HOW TO COMPLETE THIS TASK →
In your copy, set down the entries exactly and exclude the pictures.

WORKING DATA →
>>

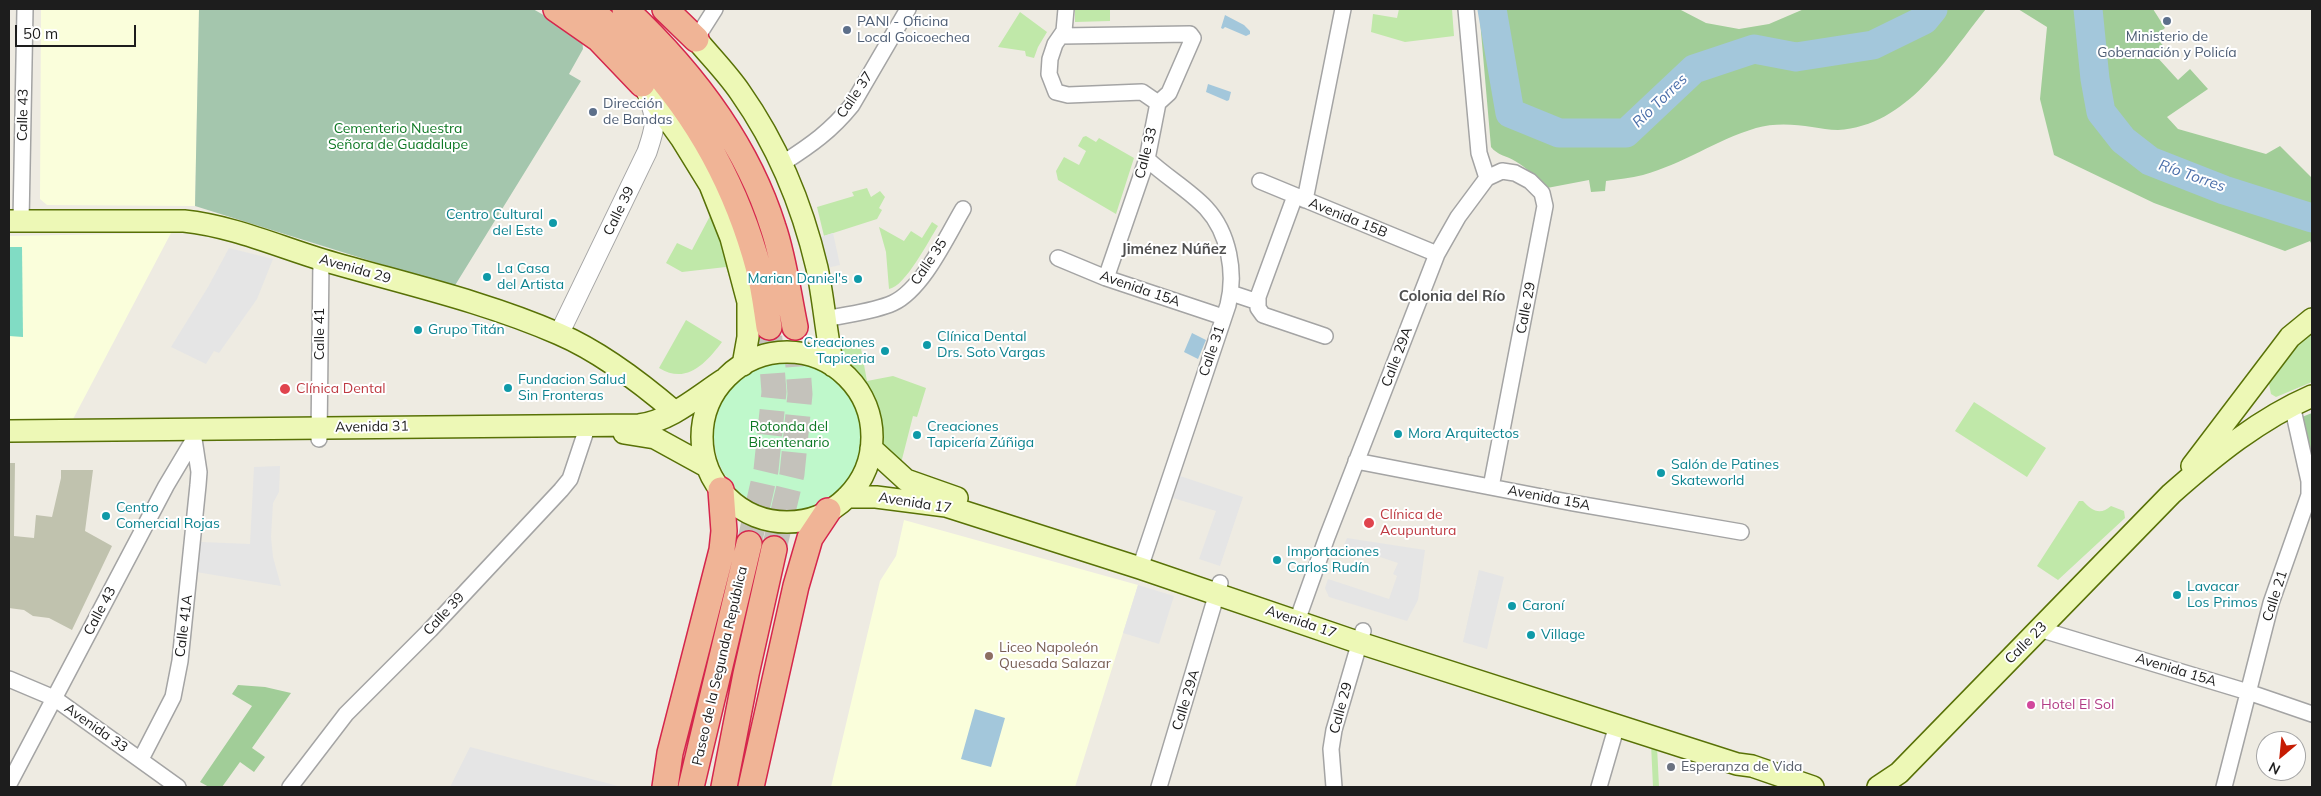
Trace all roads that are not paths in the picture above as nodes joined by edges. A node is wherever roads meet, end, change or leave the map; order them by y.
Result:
1 (25, 9) edge
2 (556, 9) edge
3 (589, 9) edge
4 (625, 9) edge
5 (665, 9) edge
6 (715, 9) edge
7 (908, 9) edge
8 (1066, 9) edge
9 (1343, 9) edge
10 (1466, 9) edge
11 (1062, 36) junction
12 (696, 39) junction
13 (642, 84) junction
14 (1158, 103) junction
15 (1147, 159) junction
16 (783, 163) junction
17 (1487, 178) junction
18 (1260, 182) dead end
19 (1300, 198) junction
20 (963, 208) dead end
21 (15, 221) edge
22 (1437, 254) junction
23 (1058, 258) dead end
24 (321, 259) junction
25 (1106, 278) junction
26 (1231, 293) junction
27 (1258, 302) junction
28 (1223, 317) junction
29 (826, 319) junction
30 (2312, 319) edge
31 (769, 327) tunnel mouth
32 (795, 327) tunnel mouth
33 (559, 334) junction
34 (1324, 336) dead end
35 (743, 365) junction
36 (833, 366) junction
37 (723, 380) junction
38 (2300, 401) edge
39 (675, 412) junction
40 (9, 431) edge
41 (319, 433) junction
42 (585, 434) junction
43 (160, 435) junction
44 (194, 439) junction
45 (9, 441) edge
46 (872, 448) junction
47 (1356, 461) junction
48 (706, 466) junction
49 (198, 485) junction
50 (166, 486) junction
51 (1491, 487) junction
52 (721, 490) junction
53 (2171, 494) junction
54 (838, 504) junction
55 (1742, 532) dead end
56 (749, 544) tunnel mouth
57 (774, 549) tunnel mouth
58 (1141, 563) junction
59 (1219, 588) junction
60 (1299, 616) junction
61 (2039, 629) junction
62 (1362, 637) junction
63 (9, 680) edge
64 (2248, 692) junction
65 (54, 698) junction
66 (2312, 714) edge
67 (1617, 725) junction
68 (141, 759) junction
69 (1909, 762) junction
70 (1752, 766) junction
71 (9, 784) edge
72 (1800, 785) edge
73 (178, 787) edge
74 (290, 787) edge
75 (665, 787) edge
76 (691, 787) edge
77 (724, 787) edge
78 (751, 787) edge
79 (1159, 787) edge
80 (1334, 787) edge
81 (1598, 787) edge
82 (1878, 787) edge
83 (1905, 787) edge
84 (2224, 787) edge

1 - 21 street, Calle 43
2 - 13 highway
3 - 31 highway
4 - 32 highway
5 - 12 highway
6 - 12 street
7 - 16 street, Calle 37
8 - 11 street
9 - 19 street
10 - 17 street
11 - 14 street
11 - 14 street, Calle 33
12 - 16 main road
13 - 33 street, Calle 39
13 - 35 main road
14 - 15 street, Calle 33
15 - 25 street, Calle 33
15 - 26 street, Calle 31
16 - 29 main road
17 - 22 street, Calle 29A
17 - 51 street, Calle 29
18 - 19 street, Avenida 15B
19 - 22 street, Avenida 15B
19 - 27 street
20 - 29 street, Calle 35
21 - 24 main road, Avenida 29
22 - 47 street, Calle 29A
23 - 25 street, Avenida 15A
24 - 33 main road, Avenida 29
24 - 41 street, Calle 41
25 - 28 street, Avenida 15A
26 - 27 street
26 - 28 street, Calle 31
27 - 34 street
28 - 58 street, Calle 31
29 - 36 main road
30 - 53 main road, Calle 23
33 - 39 main road, Avenida 29
35 - 36 main road
35 - 37 main road
36 - 46 main road
37 - 39 main road, Avenida 31
37 - 48 main road
38 - 53 main road, Calle 23
38 - 64 street, Calle 21
39 - 41 main road, Avenida 31
40 - 43 main road, Avenida 31
41 - 42 main road, Avenida 31
41 - 43 main road, Avenida 31
41 - 44 main road, Avenida 31
42 - 48 main road, Avenida 31
42 - 74 street, Calle 39
43 - 44 main road, Avenida 31
43 - 45 main road, Avenida 31
44 - 49 street, Calle 41A
44 - 50 street, Calle 43
46 - 54 main road
46 - 58 main road, Avenida 17
47 - 51 street, Avenida 15A
47 - 60 street, Calle 29A
48 - 52 main road
49 - 50 street
49 - 68 street, Calle 41A
50 - 65 street, Calle 43
51 - 55 street, Avenida 15A
52 - 54 main road
52 - 75 highway
53 - 61 main road, Calle 23
54 - 58 main road, Avenida 17
54 - 78 highway
56 - 76 highway, Paseo de la Segunda República
57 - 77 highway, Paseo de la Segunda República
58 - 59 main road, Avenida 17
59 - 60 main road, Avenida 17
59 - 79 street, Calle 29A
60 - 62 main road, Avenida 17
61 - 64 street, Avenida 15A
61 - 69 main road, Calle 23
62 - 67 main road, Avenida 17
62 - 70 main road, Avenida 17
62 - 80 street, Calle 29
63 - 65 street, Avenida 33
64 - 66 street, Avenida 15A
64 - 84 street, Calle 21
65 - 68 street, Avenida 33
65 - 71 street, Calle 43
67 - 70 main road, Avenida 17
67 - 81 street
68 - 73 street, Avenida 33
69 - 82 main road, Calle 23
69 - 83 main road
70 - 72 main road, Avenida 17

<<

ANSWER FOR THIS EXERCISE →
Trace all roads that are not paths in the picture above as nodes joined by edges. A node is wherever roads meet, end, change or leave the map; order them by y.
Result:
1 (25, 9) edge
2 (556, 9) edge
3 (589, 9) edge
4 (625, 9) edge
5 (665, 9) edge
6 (715, 9) edge
7 (908, 9) edge
8 (1066, 9) edge
9 (1343, 9) edge
10 (1466, 9) edge
11 (1062, 36) junction
12 (696, 39) junction
13 (642, 84) junction
14 (1158, 103) junction
15 (1147, 159) junction
16 (783, 163) junction
17 (1487, 178) junction
18 (1260, 182) dead end
19 (1300, 198) junction
20 (963, 208) dead end
21 (15, 221) edge
22 (1437, 254) junction
23 (1058, 258) dead end
24 (321, 259) junction
25 (1106, 278) junction
26 (1231, 293) junction
27 (1258, 302) junction
28 (1223, 317) junction
29 (826, 319) junction
30 (2312, 319) edge
31 (769, 327) tunnel mouth
32 (795, 327) tunnel mouth
33 (559, 334) junction
34 (1324, 336) dead end
35 (743, 365) junction
36 (833, 366) junction
37 (723, 380) junction
38 (2300, 401) edge
39 (675, 412) junction
40 (9, 431) edge
41 (319, 433) junction
42 (585, 434) junction
43 (160, 435) junction
44 (194, 439) junction
45 (9, 441) edge
46 (872, 448) junction
47 (1356, 461) junction
48 (706, 466) junction
49 (198, 485) junction
50 (166, 486) junction
51 (1491, 487) junction
52 (721, 490) junction
53 (2171, 494) junction
54 (838, 504) junction
55 (1742, 532) dead end
56 (749, 544) tunnel mouth
57 (774, 549) tunnel mouth
58 (1141, 563) junction
59 (1219, 588) junction
60 (1299, 616) junction
61 (2039, 629) junction
62 (1362, 637) junction
63 (9, 680) edge
64 (2248, 692) junction
65 (54, 698) junction
66 (2312, 714) edge
67 (1617, 725) junction
68 (141, 759) junction
69 (1909, 762) junction
70 (1752, 766) junction
71 (9, 784) edge
72 (1800, 785) edge
73 (178, 787) edge
74 (290, 787) edge
75 (665, 787) edge
76 (691, 787) edge
77 (724, 787) edge
78 (751, 787) edge
79 (1159, 787) edge
80 (1334, 787) edge
81 (1598, 787) edge
82 (1878, 787) edge
83 (1905, 787) edge
84 (2224, 787) edge

1 - 21 street, Calle 43
2 - 13 highway
3 - 31 highway
4 - 32 highway
5 - 12 highway
6 - 12 street
7 - 16 street, Calle 37
8 - 11 street
9 - 19 street
10 - 17 street
11 - 14 street
11 - 14 street, Calle 33
12 - 16 main road
13 - 33 street, Calle 39
13 - 35 main road
14 - 15 street, Calle 33
15 - 25 street, Calle 33
15 - 26 street, Calle 31
16 - 29 main road
17 - 22 street, Calle 29A
17 - 51 street, Calle 29
18 - 19 street, Avenida 15B
19 - 22 street, Avenida 15B
19 - 27 street
20 - 29 street, Calle 35
21 - 24 main road, Avenida 29
22 - 47 street, Calle 29A
23 - 25 street, Avenida 15A
24 - 33 main road, Avenida 29
24 - 41 street, Calle 41
25 - 28 street, Avenida 15A
26 - 27 street
26 - 28 street, Calle 31
27 - 34 street
28 - 58 street, Calle 31
29 - 36 main road
30 - 53 main road, Calle 23
33 - 39 main road, Avenida 29
35 - 36 main road
35 - 37 main road
36 - 46 main road
37 - 39 main road, Avenida 31
37 - 48 main road
38 - 53 main road, Calle 23
38 - 64 street, Calle 21
39 - 41 main road, Avenida 31
40 - 43 main road, Avenida 31
41 - 42 main road, Avenida 31
41 - 43 main road, Avenida 31
41 - 44 main road, Avenida 31
42 - 48 main road, Avenida 31
42 - 74 street, Calle 39
43 - 44 main road, Avenida 31
43 - 45 main road, Avenida 31
44 - 49 street, Calle 41A
44 - 50 street, Calle 43
46 - 54 main road
46 - 58 main road, Avenida 17
47 - 51 street, Avenida 15A
47 - 60 street, Calle 29A
48 - 52 main road
49 - 50 street
49 - 68 street, Calle 41A
50 - 65 street, Calle 43
51 - 55 street, Avenida 15A
52 - 54 main road
52 - 75 highway
53 - 61 main road, Calle 23
54 - 58 main road, Avenida 17
54 - 78 highway
56 - 76 highway, Paseo de la Segunda República
57 - 77 highway, Paseo de la Segunda República
58 - 59 main road, Avenida 17
59 - 60 main road, Avenida 17
59 - 79 street, Calle 29A
60 - 62 main road, Avenida 17
61 - 64 street, Avenida 15A
61 - 69 main road, Calle 23
62 - 67 main road, Avenida 17
62 - 70 main road, Avenida 17
62 - 80 street, Calle 29
63 - 65 street, Avenida 33
64 - 66 street, Avenida 15A
64 - 84 street, Calle 21
65 - 68 street, Avenida 33
65 - 71 street, Calle 43
67 - 70 main road, Avenida 17
67 - 81 street
68 - 73 street, Avenida 33
69 - 82 main road, Calle 23
69 - 83 main road
70 - 72 main road, Avenida 17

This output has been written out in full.